(Provided records begins)
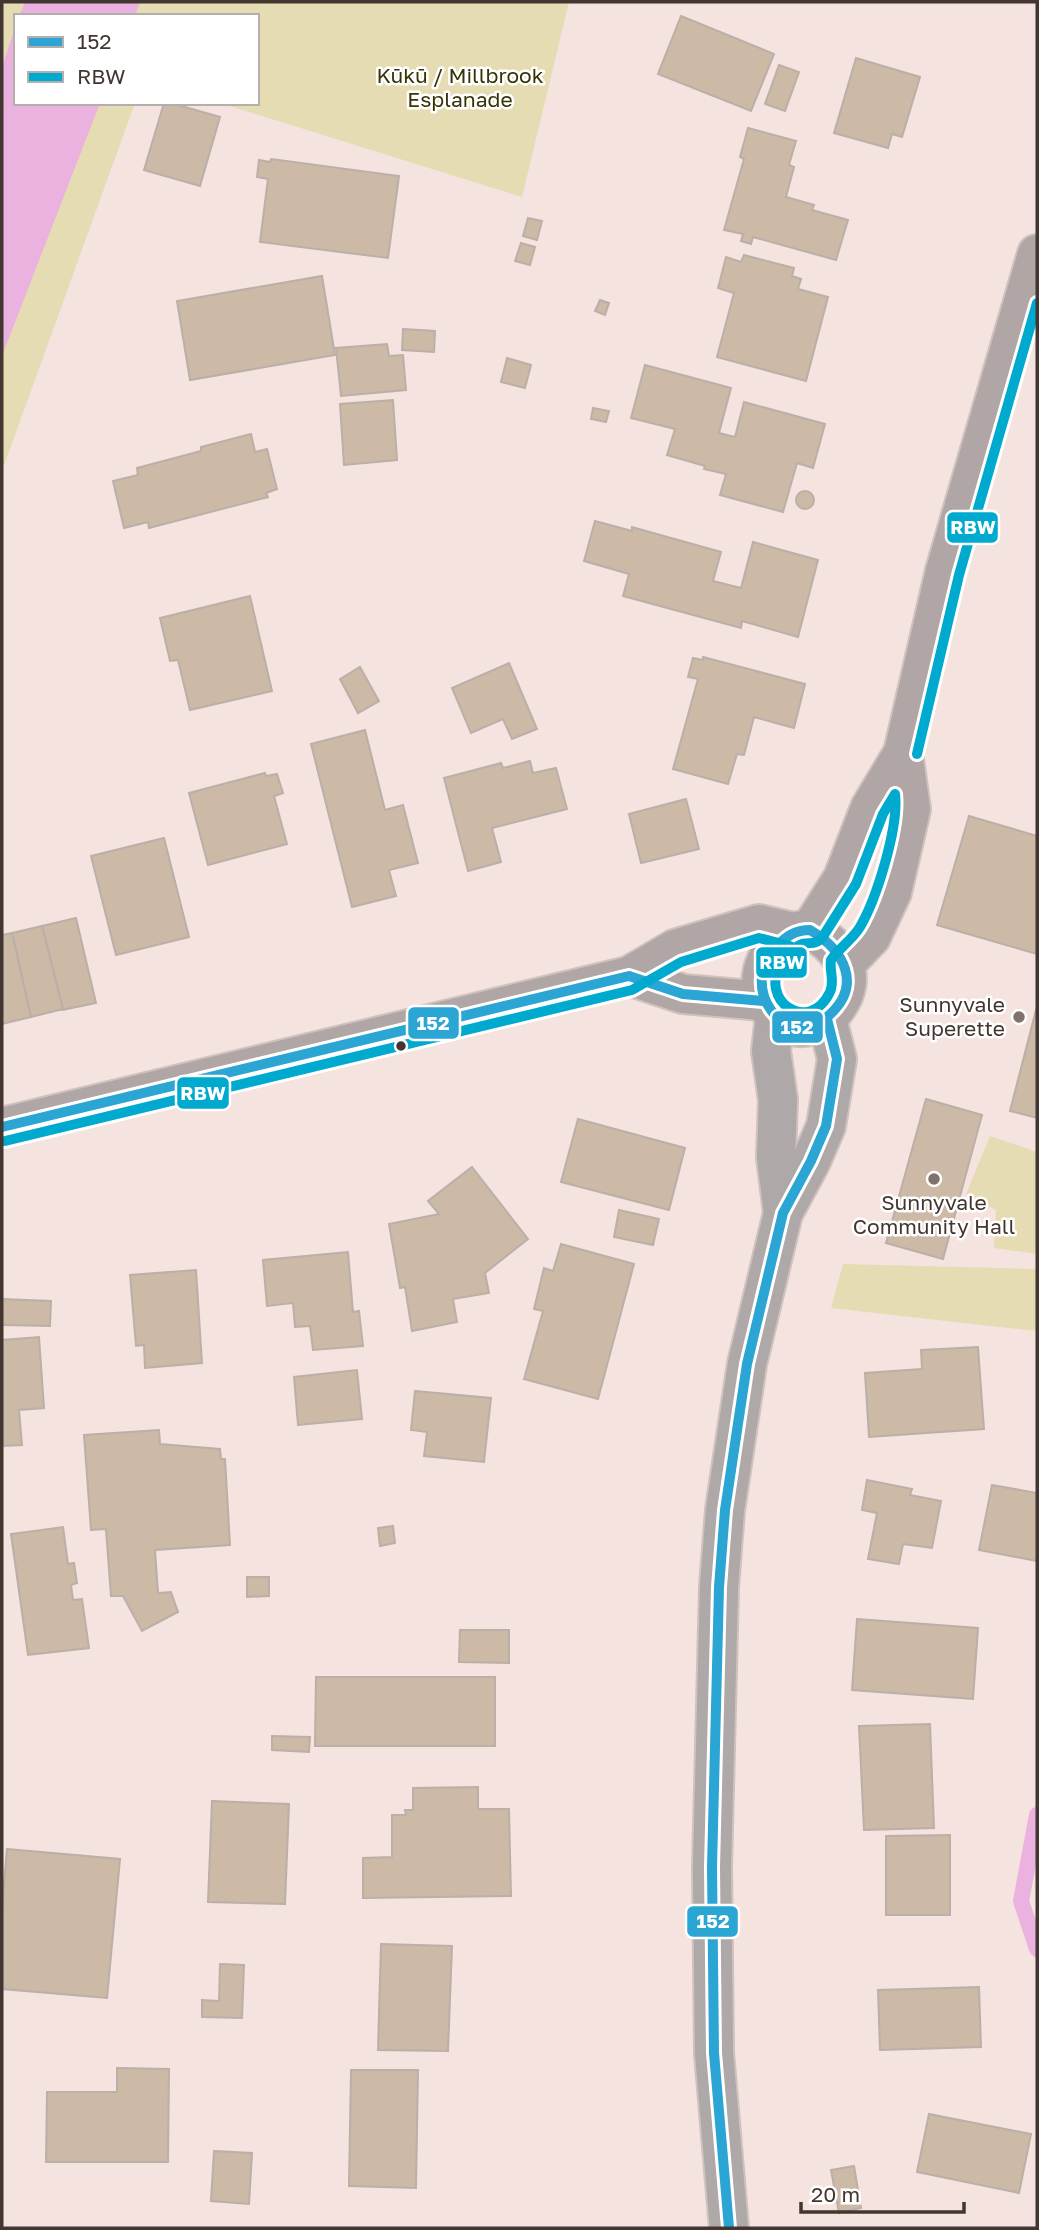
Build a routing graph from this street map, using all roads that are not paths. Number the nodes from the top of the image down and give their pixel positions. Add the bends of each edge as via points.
1 (1037, 254) edge
2 (903, 753) junction
3 (802, 931) junction
4 (844, 965) junction
5 (629, 976) junction
6 (769, 1009) junction
7 (827, 1019) junction
8 (2, 1127) edge
9 (783, 1213) junction
10 (729, 2228) edge

1 - 2 main road via 945,572
2 - 3 main road via 870,808 843,878
2 - 4 main road via 911,809 892,892 871,937
3 - 4 main road via 823,937 838,951
3 - 5 main road via 759,924 675,949
3 - 6 main road via 776,946 765,959 760,976
4 - 7 main road via 848,986
5 - 6 main road via 683,994
5 - 8 main road
6 - 7 main road via 795,1028
6 - 9 street
7 - 9 street via 837,1059 826,1126
9 - 10 street via 747,1364 725,1510 719,1587 712,1867 714,2053

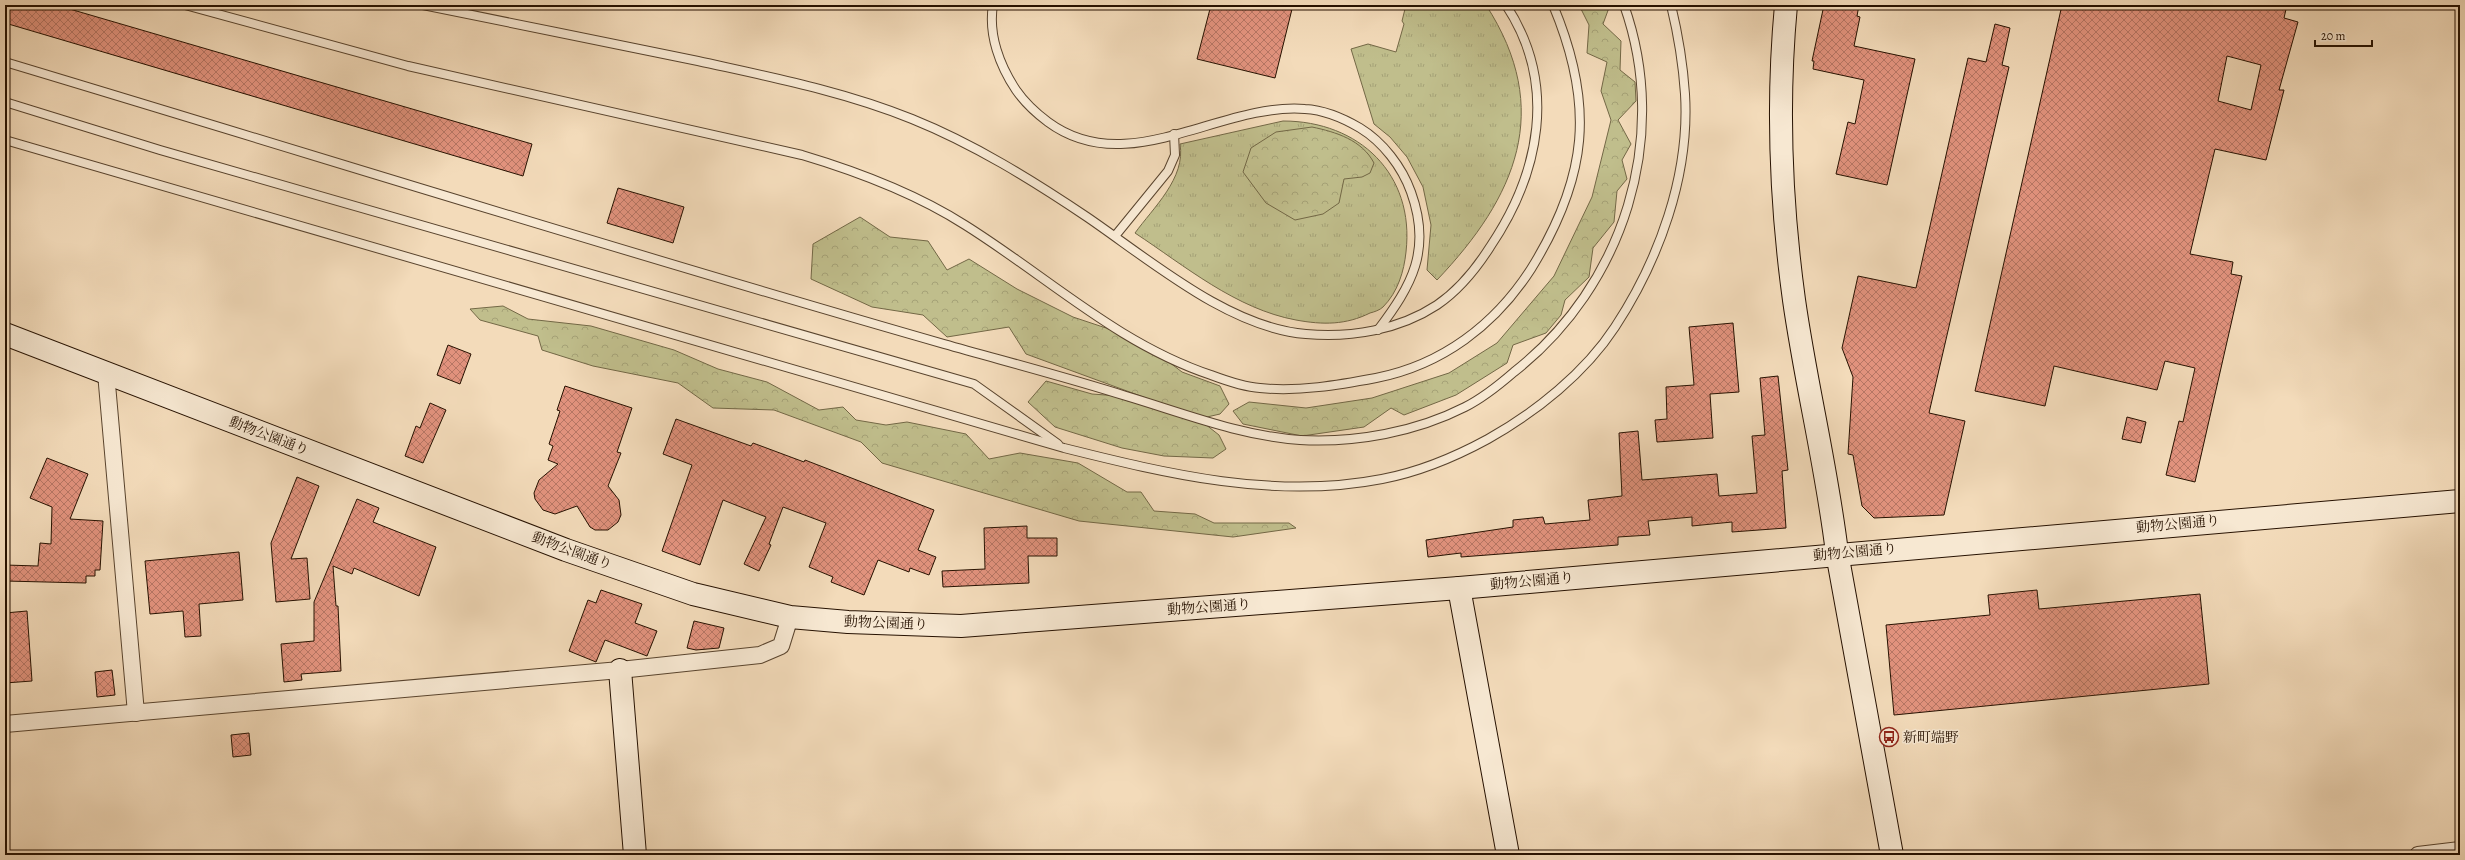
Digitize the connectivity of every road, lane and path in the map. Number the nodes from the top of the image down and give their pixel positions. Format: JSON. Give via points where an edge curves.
{"nodes":[{"id":1,"x":185,"y":5,"type":"edge"},
{"id":2,"x":423,"y":5,"type":"edge"},
{"id":3,"x":993,"y":5,"type":"edge"},
{"id":4,"x":1506,"y":5,"type":"edge"},
{"id":5,"x":1553,"y":5,"type":"edge"},
{"id":6,"x":1624,"y":5,"type":"edge"},
{"id":7,"x":1671,"y":5,"type":"edge"},
{"id":8,"x":1786,"y":5,"type":"edge"},
{"id":9,"x":5,"y":62,"type":"edge"},
{"id":10,"x":5,"y":102,"type":"edge"},
{"id":11,"x":1174,"y":134,"type":"junction"},
{"id":12,"x":5,"y":140,"type":"edge"},
{"id":13,"x":1116,"y":236,"type":"junction"},
{"id":14,"x":1378,"y":330,"type":"junction"},
{"id":15,"x":5,"y":334,"type":"edge"},
{"id":16,"x":106,"y":373,"type":"junction"},
{"id":17,"x":1064,"y":448,"type":"junction"},
{"id":18,"x":2460,"y":501,"type":"edge"},
{"id":19,"x":1837,"y":553,"type":"junction"},
{"id":20,"x":1459,"y":588,"type":"junction"},
{"id":21,"x":790,"y":618,"type":"junction"},
{"id":22,"x":620,"y":670,"type":"junction"},
{"id":23,"x":136,"y":713,"type":"junction"},
{"id":24,"x":5,"y":724,"type":"edge"},
{"id":25,"x":2460,"y":850,"type":"edge"},
{"id":26,"x":635,"y":855,"type":"edge"},
{"id":27,"x":1508,"y":855,"type":"edge"},
{"id":28,"x":1892,"y":855,"type":"edge"},
{"id":29,"x":2418,"y":855,"type":"edge"}],
"edges":[{"from":1,"to":5,"type":"lane","via":[[408,66],[802,155],[843,167],[890,186],[962,223],[1096,318],[1160,355],[1228,381],[1259,388],[1293,389],[1361,381],[1390,375],[1422,363],[1464,343],[1500,310],[1524,280],[1544,248],[1563,207],[1576,165],[1580,130],[1579,92],[1574,61]]},
{"from":2,"to":13,"type":"lane","via":[[812,86],[873,105],[913,119],[997,160]]},
{"from":3,"to":11,"type":"lane","via":[[992,31],[1006,76],[1038,114],[1057,129],[1078,139],[1123,144],[1146,142]]},
{"from":4,"to":14,"type":"lane","via":[[1528,51],[1534,77],[1537,128],[1529,173],[1516,204],[1497,238],[1454,292],[1420,315]]},
{"from":6,"to":9,"type":"lane","via":[[1634,34],[1640,64],[1643,100],[1642,138],[1629,206],[1600,272],[1579,306],[1557,334],[1528,362],[1466,406],[1423,424],[1338,440],[1297,440],[1212,423],[820,308]]},
{"from":7,"to":17,"type":"lane","via":[[1680,43],[1685,96],[1678,181],[1663,231],[1646,273],[1615,328],[1580,369],[1550,397],[1510,427],[1466,451],[1428,466],[1383,479],[1326,485],[1249,486],[1162,472]]},
{"from":8,"to":19,"type":"street","via":[[1782,140],[1785,221],[1794,301],[1832,511]]},
{"from":10,"to":17,"type":"lane","via":[[160,150],[974,384]]},
{"from":11,"to":13,"type":"lane","via":[[1175,155],[1168,171]]},
{"from":11,"to":14,"type":"lane","via":[[1280,109],[1327,112],[1369,133],[1396,162],[1408,184],[1417,209],[1420,229],[1419,251],[1413,274],[1402,298]]},
{"from":12,"to":17,"type":"lane"},
{"from":13,"to":14,"type":"lane","via":[[1201,294],[1255,322],[1306,334],[1333,335]]},
{"from":15,"to":16,"type":"street","name":"動物公園通り"},
{"from":16,"to":21,"type":"street","name":"動物公園通り","via":[[566,550],[694,594]]},
{"from":16,"to":23,"type":"street"},
{"from":18,"to":19,"type":"street","name":"動物公園通り"},
{"from":19,"to":20,"type":"street","name":"動物公園通り"},
{"from":19,"to":28,"type":"street"},
{"from":20,"to":21,"type":"street","name":"動物公園通り","via":[[961,626]]},
{"from":20,"to":27,"type":"street"},
{"from":21,"to":22,"type":"street","via":[[781,646],[760,655]]},
{"from":22,"to":23,"type":"street"},
{"from":22,"to":26,"type":"street"},
{"from":23,"to":24,"type":"street"},
{"from":25,"to":29,"type":"street"}]}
(Provided records ends)
*What the task requires:*
Each line above must be repeated exactly in the answer, with pictures omitted.

*Exercise solution:*
Build a routing graph from this street map, using all roads that are not paths. Number the nodes from the top of the image down and give their pixel positions. Add the bends of each edge as via points.
1 (1037, 254) edge
2 (903, 753) junction
3 (802, 931) junction
4 (844, 965) junction
5 (629, 976) junction
6 (769, 1009) junction
7 (827, 1019) junction
8 (2, 1127) edge
9 (783, 1213) junction
10 (729, 2228) edge

1 - 2 main road via 945,572
2 - 3 main road via 870,808 843,878
2 - 4 main road via 911,809 892,892 871,937
3 - 4 main road via 823,937 838,951
3 - 5 main road via 759,924 675,949
3 - 6 main road via 776,946 765,959 760,976
4 - 7 main road via 848,986
5 - 6 main road via 683,994
5 - 8 main road
6 - 7 main road via 795,1028
6 - 9 street
7 - 9 street via 837,1059 826,1126
9 - 10 street via 747,1364 725,1510 719,1587 712,1867 714,2053

Digitize the connectivity of every road, lane and path in the map. Number the nodes from the top of the image down and give their pixel positions. Format: JSON. Give via points where an edge curves.
{"nodes":[{"id":1,"x":185,"y":5,"type":"edge"},
{"id":2,"x":423,"y":5,"type":"edge"},
{"id":3,"x":993,"y":5,"type":"edge"},
{"id":4,"x":1506,"y":5,"type":"edge"},
{"id":5,"x":1553,"y":5,"type":"edge"},
{"id":6,"x":1624,"y":5,"type":"edge"},
{"id":7,"x":1671,"y":5,"type":"edge"},
{"id":8,"x":1786,"y":5,"type":"edge"},
{"id":9,"x":5,"y":62,"type":"edge"},
{"id":10,"x":5,"y":102,"type":"edge"},
{"id":11,"x":1174,"y":134,"type":"junction"},
{"id":12,"x":5,"y":140,"type":"edge"},
{"id":13,"x":1116,"y":236,"type":"junction"},
{"id":14,"x":1378,"y":330,"type":"junction"},
{"id":15,"x":5,"y":334,"type":"edge"},
{"id":16,"x":106,"y":373,"type":"junction"},
{"id":17,"x":1064,"y":448,"type":"junction"},
{"id":18,"x":2460,"y":501,"type":"edge"},
{"id":19,"x":1837,"y":553,"type":"junction"},
{"id":20,"x":1459,"y":588,"type":"junction"},
{"id":21,"x":790,"y":618,"type":"junction"},
{"id":22,"x":620,"y":670,"type":"junction"},
{"id":23,"x":136,"y":713,"type":"junction"},
{"id":24,"x":5,"y":724,"type":"edge"},
{"id":25,"x":2460,"y":850,"type":"edge"},
{"id":26,"x":635,"y":855,"type":"edge"},
{"id":27,"x":1508,"y":855,"type":"edge"},
{"id":28,"x":1892,"y":855,"type":"edge"},
{"id":29,"x":2418,"y":855,"type":"edge"}],
"edges":[{"from":1,"to":5,"type":"lane","via":[[408,66],[802,155],[843,167],[890,186],[962,223],[1096,318],[1160,355],[1228,381],[1259,388],[1293,389],[1361,381],[1390,375],[1422,363],[1464,343],[1500,310],[1524,280],[1544,248],[1563,207],[1576,165],[1580,130],[1579,92],[1574,61]]},
{"from":2,"to":13,"type":"lane","via":[[812,86],[873,105],[913,119],[997,160]]},
{"from":3,"to":11,"type":"lane","via":[[992,31],[1006,76],[1038,114],[1057,129],[1078,139],[1123,144],[1146,142]]},
{"from":4,"to":14,"type":"lane","via":[[1528,51],[1534,77],[1537,128],[1529,173],[1516,204],[1497,238],[1454,292],[1420,315]]},
{"from":6,"to":9,"type":"lane","via":[[1634,34],[1640,64],[1643,100],[1642,138],[1629,206],[1600,272],[1579,306],[1557,334],[1528,362],[1466,406],[1423,424],[1338,440],[1297,440],[1212,423],[820,308]]},
{"from":7,"to":17,"type":"lane","via":[[1680,43],[1685,96],[1678,181],[1663,231],[1646,273],[1615,328],[1580,369],[1550,397],[1510,427],[1466,451],[1428,466],[1383,479],[1326,485],[1249,486],[1162,472]]},
{"from":8,"to":19,"type":"street","via":[[1782,140],[1785,221],[1794,301],[1832,511]]},
{"from":10,"to":17,"type":"lane","via":[[160,150],[974,384]]},
{"from":11,"to":13,"type":"lane","via":[[1175,155],[1168,171]]},
{"from":11,"to":14,"type":"lane","via":[[1280,109],[1327,112],[1369,133],[1396,162],[1408,184],[1417,209],[1420,229],[1419,251],[1413,274],[1402,298]]},
{"from":12,"to":17,"type":"lane"},
{"from":13,"to":14,"type":"lane","via":[[1201,294],[1255,322],[1306,334],[1333,335]]},
{"from":15,"to":16,"type":"street","name":"動物公園通り"},
{"from":16,"to":21,"type":"street","name":"動物公園通り","via":[[566,550],[694,594]]},
{"from":16,"to":23,"type":"street"},
{"from":18,"to":19,"type":"street","name":"動物公園通り"},
{"from":19,"to":20,"type":"street","name":"動物公園通り"},
{"from":19,"to":28,"type":"street"},
{"from":20,"to":21,"type":"street","name":"動物公園通り","via":[[961,626]]},
{"from":20,"to":27,"type":"street"},
{"from":21,"to":22,"type":"street","via":[[781,646],[760,655]]},
{"from":22,"to":23,"type":"street"},
{"from":22,"to":26,"type":"street"},
{"from":23,"to":24,"type":"street"},
{"from":25,"to":29,"type":"street"}]}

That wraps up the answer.